World football ruling body FIFA on Monday filed claims in a court in Switzerland seeking to recover two million Swiss francs (about £1.56 million) from former French football star Michel Platini.
It said the money was paid inappropriately by ex-FIFA President Sepp Blatter to Platini.
“FIFA has today filed claims in the relevant Swiss courts against former FIFA President Joseph Blatter and former FIFA Vice-President Michel Platini, seeking restitution of the two million francs unduly
paid to Mr. Platini back in February 2011,” FIFA said.
It added it was “duty-bound to try to recover the funds illicitly paid by one former official to another.”
Blatter and Platini, who could not immediately be reached for comments, have maintained they did nothing wrong.

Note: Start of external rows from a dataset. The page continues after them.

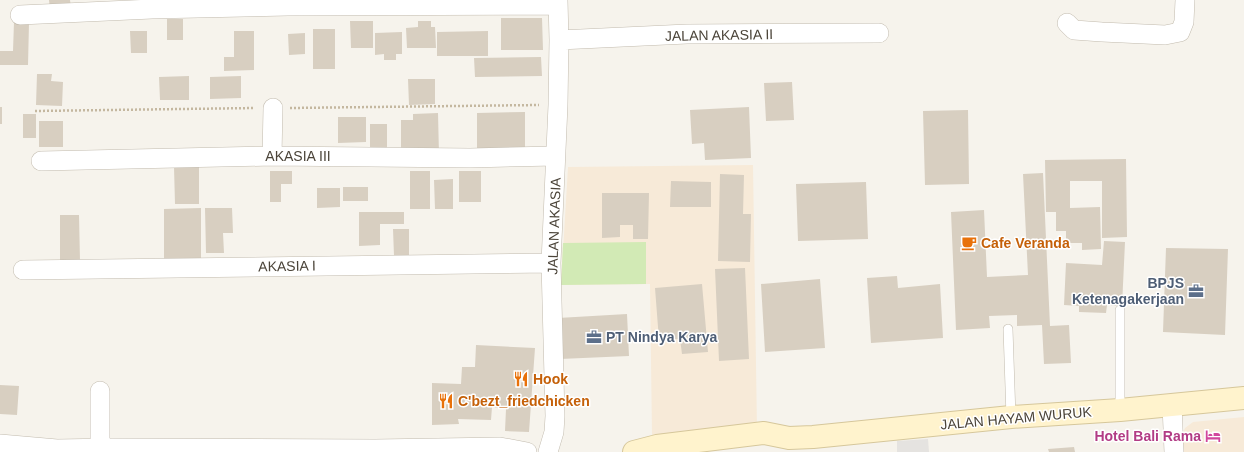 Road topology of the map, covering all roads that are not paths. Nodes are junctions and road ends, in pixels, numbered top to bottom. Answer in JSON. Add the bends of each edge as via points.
{"nodes":[{"id":1,"x":1185,"y":0,"type":"edge"},
{"id":2,"x":558,"y":3,"type":"edge"},
{"id":3,"x":20,"y":15,"type":"dead end"},
{"id":4,"x":1067,"y":23,"type":"dead end"},
{"id":5,"x":879,"y":33,"type":"dead end"},
{"id":6,"x":559,"y":40,"type":"junction"},
{"id":7,"x":273,"y":108,"type":"road end"},
{"id":8,"x":272,"y":156,"type":"junction"},
{"id":9,"x":556,"y":156,"type":"junction"},
{"id":10,"x":41,"y":161,"type":"dead end"},
{"id":11,"x":552,"y":263,"type":"junction"},
{"id":12,"x":23,"y":270,"type":"dead end"},
{"id":13,"x":1120,"y":310,"type":"dead end"},
{"id":14,"x":1008,"y":329,"type":"dead end"},
{"id":15,"x":100,"y":391,"type":"dead end"},
{"id":16,"x":1244,"y":398,"type":"edge"},
{"id":17,"x":1172,"y":405,"type":"junction"},
{"id":18,"x":1120,"y":410,"type":"junction"},
{"id":19,"x":1011,"y":417,"type":"junction"},
{"id":20,"x":789,"y":438,"type":"junction"},
{"id":21,"x":0,"y":444,"type":"edge"},
{"id":22,"x":108,"y":449,"type":"edge"},
{"id":23,"x":245,"y":450,"type":"edge"},
{"id":24,"x":527,"y":452,"type":"edge"},
{"id":25,"x":548,"y":452,"type":"edge"},
{"id":26,"x":565,"y":452,"type":"edge"},
{"id":27,"x":634,"y":452,"type":"edge"},
{"id":28,"x":731,"y":452,"type":"edge"},
{"id":29,"x":1174,"y":452,"type":"edge"}],
"edges":[{"from":1,"to":4,"type":"street","via":[[1184,22],[1180,32],[1165,35],[1074,30]]},
{"from":2,"to":3,"type":"street","via":[[280,6]]},
{"from":2,"to":6,"type":"street","name":"JALAN AKASIA"},
{"from":5,"to":6,"type":"street","name":"JALAN AKASIA II","via":[[687,34]]},
{"from":6,"to":9,"type":"street","name":"JALAN AKASIA"},
{"from":7,"to":8,"type":"street"},
{"from":8,"to":9,"type":"street","name":"AKASIA III"},
{"from":8,"to":10,"type":"street","name":"AKASIA III"},
{"from":9,"to":11,"type":"street","name":"JALAN AKASIA"},
{"from":11,"to":12,"type":"street","name":"AKASIA I"},
{"from":11,"to":25,"type":"street","name":"JALAN AKASIA","via":[[555,416],[554,432]]},
{"from":13,"to":18,"type":"lane"},
{"from":14,"to":19,"type":"lane"},
{"from":15,"to":22,"type":"street"},
{"from":16,"to":17,"type":"main road","name":"JALAN HAYAM WURUK"},
{"from":17,"to":18,"type":"main road","name":"JALAN HAYAM WURUK"},
{"from":17,"to":29,"type":"street"},
{"from":18,"to":19,"type":"main road","name":"JALAN HAYAM WURUK"},
{"from":19,"to":20,"type":"main road","name":"JALAN HAYAM WURUK"},
{"from":20,"to":27,"type":"main road","name":"JALAN HAYAM WURUK","via":[[764,433],[656,446]]},
{"from":20,"to":28,"type":"main road","name":"JALAN HAYAM WURUK","via":[[766,448]]},
{"from":21,"to":22,"type":"street","via":[[57,449]]},
{"from":22,"to":23,"type":"street"},
{"from":23,"to":24,"type":"street","via":[[500,446]]},
{"from":25,"to":26,"type":"street"}]} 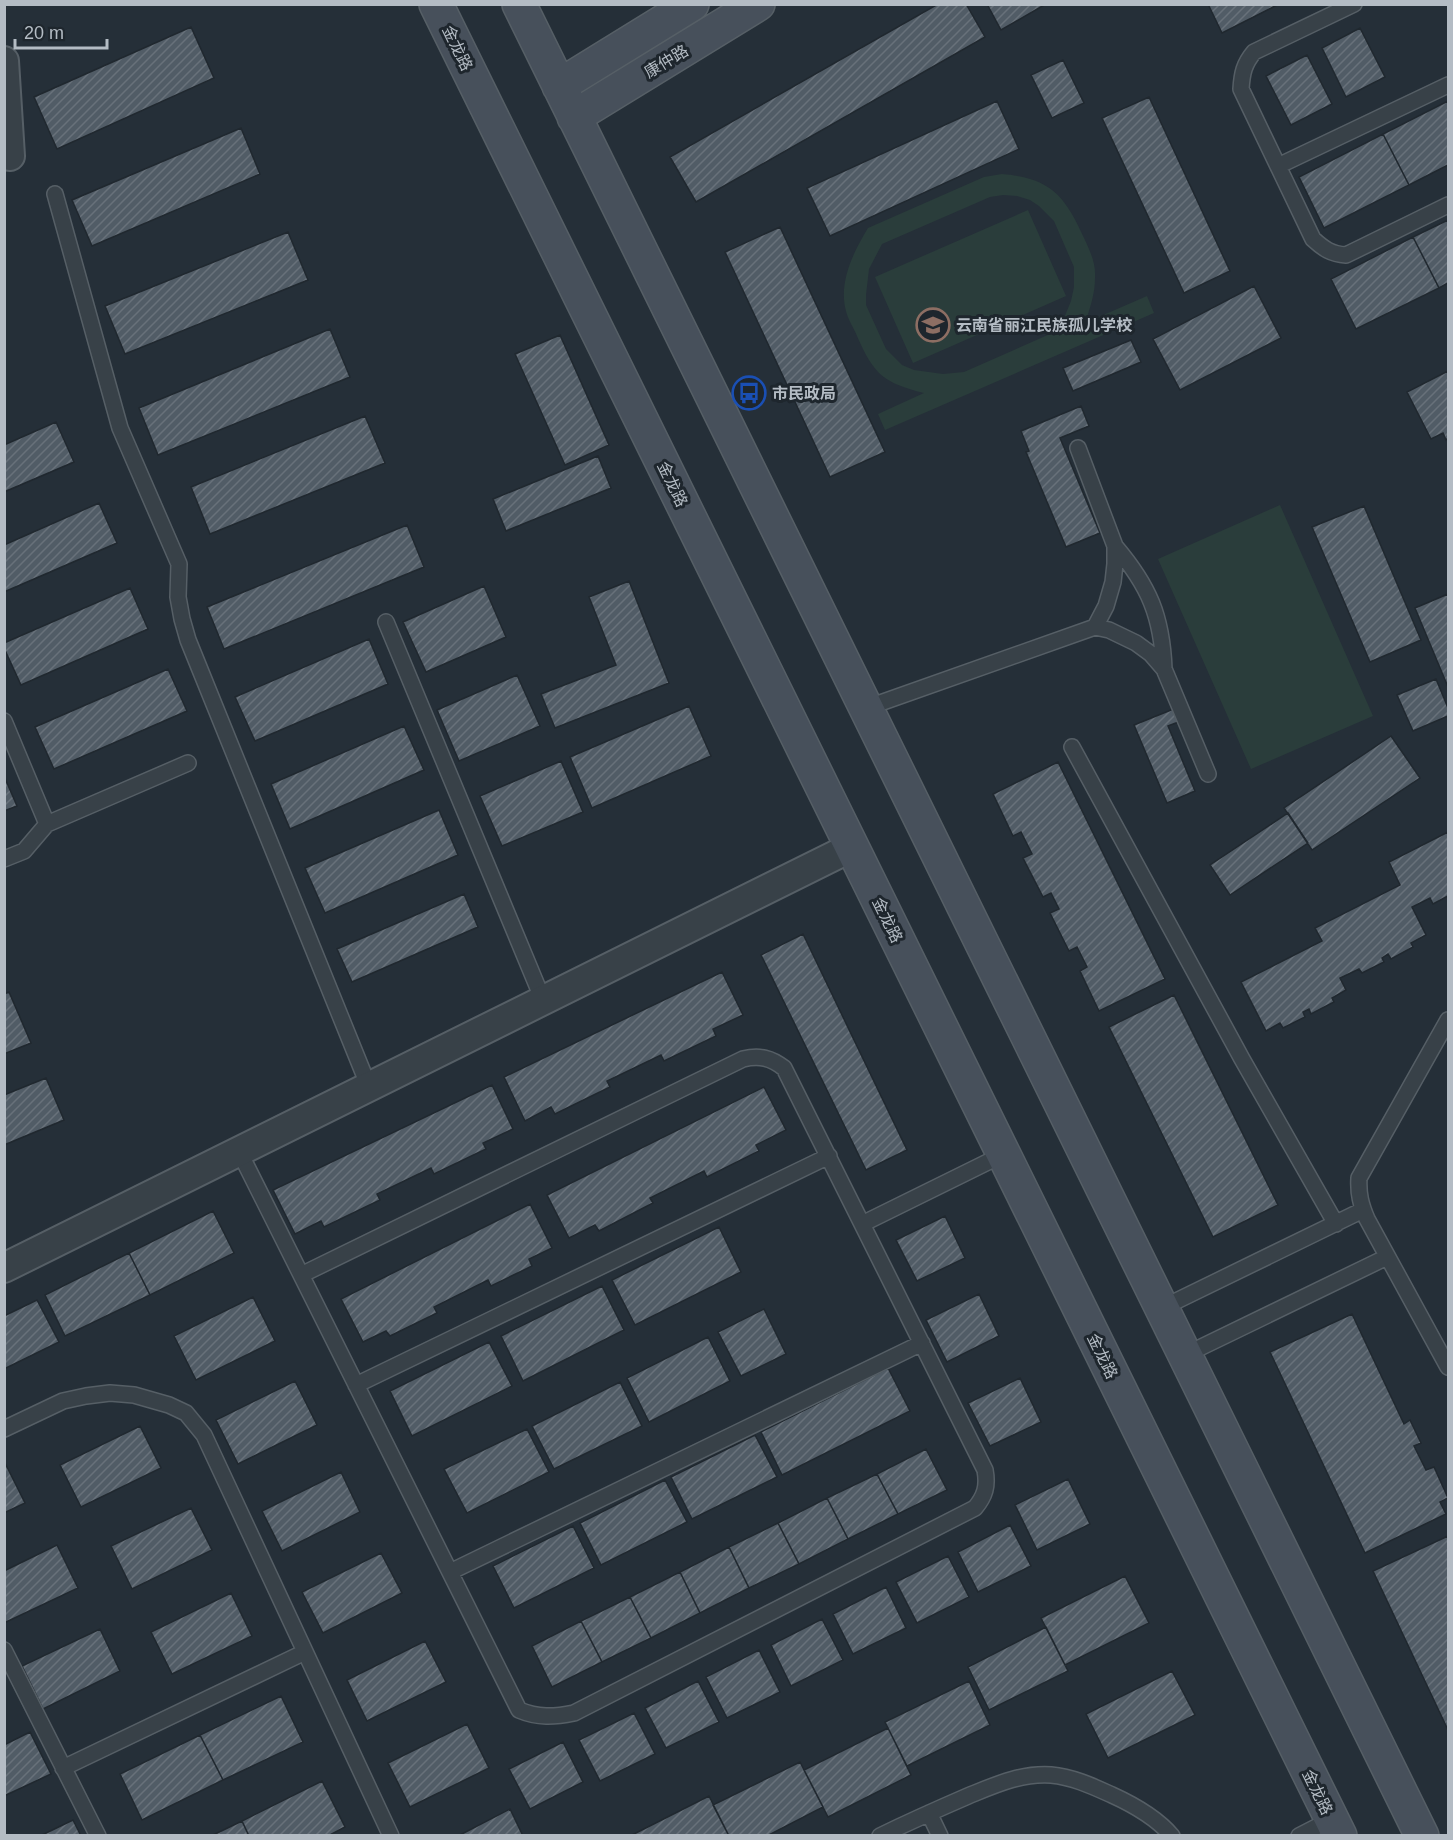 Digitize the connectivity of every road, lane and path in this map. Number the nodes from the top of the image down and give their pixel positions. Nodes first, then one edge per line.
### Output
1 (436, 4) edge
2 (519, 4) edge
3 (692, 4) edge
4 (758, 4) edge
5 (1354, 4) edge
6 (4, 61) edge
7 (1449, 85) edge
8 (559, 86) junction
9 (574, 117) junction
10 (10, 156) dead end
11 (1278, 166) junction
12 (55, 194) dead end
13 (1449, 205) edge
14 (1078, 448) dead end
15 (1115, 546) junction
16 (386, 622) dead end
17 (1095, 627) junction
18 (1164, 669) junction
19 (866, 708) junction
20 (4, 720) edge
21 (1072, 747) dead end
22 (188, 763) dead end
23 (1208, 774) dead end
24 (47, 824) junction
25 (852, 848) junction
26 (4, 859) edge
27 (543, 1000) junction
28 (1449, 1020) edge
29 (369, 1087) junction
30 (239, 1151) junction
31 (1004, 1154) junction
32 (829, 1156) junction
33 (1363, 1210) junction
34 (862, 1224) junction
35 (1336, 1224) junction
36 (1387, 1257) junction
37 (4, 1268) edge
38 (301, 1275) junction
39 (1162, 1308) junction
40 (922, 1343) junction
41 (1185, 1355) junction
42 (1449, 1367) edge
43 (356, 1385) junction
44 (4, 1429) edge
45 (450, 1572) junction
46 (4, 1650) edge
47 (305, 1652) junction
48 (63, 1768) junction
49 (929, 1813) junction
50 (1336, 1827) edge
51 (98, 1836) edge
52 (391, 1836) edge
53 (880, 1836) edge
54 (940, 1836) edge
55 (1172, 1836) edge
56 (1299, 1836) edge
57 (1422, 1836) edge

1 - 25 main road, 金龙路
2 - 8 main road
3 - 8 main road
4 - 9 main road, 康仲路
5 - 11 lane
6 - 10 street
7 - 11 lane
8 - 9 main road
9 - 19 main road
11 - 13 lane
12 - 29 lane
14 - 15 lane
15 - 17 lane
15 - 18 lane
16 - 27 lane
17 - 18 lane
17 - 19 lane
18 - 23 lane
19 - 39 main road
20 - 24 lane
21 - 35 lane
22 - 24 lane
24 - 26 lane
25 - 27 street
25 - 31 main road, 金龙路
27 - 29 street
28 - 33 lane
29 - 30 street
30 - 37 street
30 - 38 lane
31 - 34 lane
31 - 50 main road, 金龙路
32 - 34 lane
32 - 38 lane
32 - 43 lane
33 - 35 lane
33 - 36 lane
34 - 40 lane
35 - 39 lane
36 - 41 lane
36 - 42 lane
38 - 43 lane
39 - 41 main road
40 - 45 lane
40 - 45 lane
41 - 57 main road
43 - 45 lane
44 - 47 lane
46 - 48 lane
47 - 48 lane
47 - 52 lane
48 - 51 lane
49 - 53 lane
49 - 54 lane
49 - 55 lane
50 - 56 lane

This has come amid what became part of the biggest corruption scandal to shake the world football body, resulting in numerous prosecutions and convictions in the U.S.
Both men were banned from football in late 2015 over the payment made to the Frenchman by FIFA with Blatter’s approval in 2011 for work he had done a decade earlier.
Platini, the head of European football body UEFA from 2007 to 2015, was originally banned from all football-related activities for eight years.
The Court of Arbitration for Sport (CAS) later reduced the suspension to four years, with his ban ending this year.
Blatter’s ban was reduced from eight years to six, a period later upheld by CAS.
This was a decision which concluded that the now-83-year-old had “breached the FIFA Code of Ethics since the payment amounted to an undue gift as it had no contractual basis.”